> Exercise: Exact repetition of every record is required.

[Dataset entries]

/---

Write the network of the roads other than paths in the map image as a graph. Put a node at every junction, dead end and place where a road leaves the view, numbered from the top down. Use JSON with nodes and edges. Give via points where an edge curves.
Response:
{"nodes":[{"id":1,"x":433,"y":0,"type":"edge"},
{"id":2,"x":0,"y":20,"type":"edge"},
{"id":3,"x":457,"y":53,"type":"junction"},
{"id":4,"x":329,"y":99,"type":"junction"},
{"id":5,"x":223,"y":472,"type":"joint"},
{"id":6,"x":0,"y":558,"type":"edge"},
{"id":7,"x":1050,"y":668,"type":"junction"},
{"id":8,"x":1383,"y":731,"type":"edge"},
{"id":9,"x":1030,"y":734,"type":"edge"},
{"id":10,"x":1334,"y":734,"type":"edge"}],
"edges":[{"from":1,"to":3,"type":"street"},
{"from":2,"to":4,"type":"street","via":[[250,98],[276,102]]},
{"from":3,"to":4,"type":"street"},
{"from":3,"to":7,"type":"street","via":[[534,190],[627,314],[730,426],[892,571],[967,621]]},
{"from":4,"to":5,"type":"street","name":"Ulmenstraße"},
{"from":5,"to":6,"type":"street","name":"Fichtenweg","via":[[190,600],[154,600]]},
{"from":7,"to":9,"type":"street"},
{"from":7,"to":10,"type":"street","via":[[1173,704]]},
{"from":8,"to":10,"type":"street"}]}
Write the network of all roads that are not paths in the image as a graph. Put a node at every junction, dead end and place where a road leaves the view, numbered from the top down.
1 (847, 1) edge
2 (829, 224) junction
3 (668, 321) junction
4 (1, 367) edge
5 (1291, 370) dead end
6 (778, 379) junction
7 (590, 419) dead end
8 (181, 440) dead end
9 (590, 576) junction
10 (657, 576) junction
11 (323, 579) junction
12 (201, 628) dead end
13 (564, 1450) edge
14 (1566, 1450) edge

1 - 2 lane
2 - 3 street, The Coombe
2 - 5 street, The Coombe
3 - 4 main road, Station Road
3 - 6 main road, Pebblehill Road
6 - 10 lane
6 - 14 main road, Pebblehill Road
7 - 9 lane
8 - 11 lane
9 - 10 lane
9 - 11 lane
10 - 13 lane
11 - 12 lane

\---

> Response:
Write the network of the roads other than paths in the map image as a graph. Put a node at every junction, dead end and place where a road leaves the view, numbered from the top down. Use JSON with nodes and edges. Give via points where an edge curves.
Response:
{"nodes":[{"id":1,"x":433,"y":0,"type":"edge"},
{"id":2,"x":0,"y":20,"type":"edge"},
{"id":3,"x":457,"y":53,"type":"junction"},
{"id":4,"x":329,"y":99,"type":"junction"},
{"id":5,"x":223,"y":472,"type":"joint"},
{"id":6,"x":0,"y":558,"type":"edge"},
{"id":7,"x":1050,"y":668,"type":"junction"},
{"id":8,"x":1383,"y":731,"type":"edge"},
{"id":9,"x":1030,"y":734,"type":"edge"},
{"id":10,"x":1334,"y":734,"type":"edge"}],
"edges":[{"from":1,"to":3,"type":"street"},
{"from":2,"to":4,"type":"street","via":[[250,98],[276,102]]},
{"from":3,"to":4,"type":"street"},
{"from":3,"to":7,"type":"street","via":[[534,190],[627,314],[730,426],[892,571],[967,621]]},
{"from":4,"to":5,"type":"street","name":"Ulmenstraße"},
{"from":5,"to":6,"type":"street","name":"Fichtenweg","via":[[190,600],[154,600]]},
{"from":7,"to":9,"type":"street"},
{"from":7,"to":10,"type":"street","via":[[1173,704]]},
{"from":8,"to":10,"type":"street"}]}
Write the network of all roads that are not paths in the image as a graph. Put a node at every junction, dead end and place where a road leaves the view, numbered from the top down.
1 (847, 1) edge
2 (829, 224) junction
3 (668, 321) junction
4 (1, 367) edge
5 (1291, 370) dead end
6 (778, 379) junction
7 (590, 419) dead end
8 (181, 440) dead end
9 (590, 576) junction
10 (657, 576) junction
11 (323, 579) junction
12 (201, 628) dead end
13 (564, 1450) edge
14 (1566, 1450) edge

1 - 2 lane
2 - 3 street, The Coombe
2 - 5 street, The Coombe
3 - 4 main road, Station Road
3 - 6 main road, Pebblehill Road
6 - 10 lane
6 - 14 main road, Pebblehill Road
7 - 9 lane
8 - 11 lane
9 - 10 lane
9 - 11 lane
10 - 13 lane
11 - 12 lane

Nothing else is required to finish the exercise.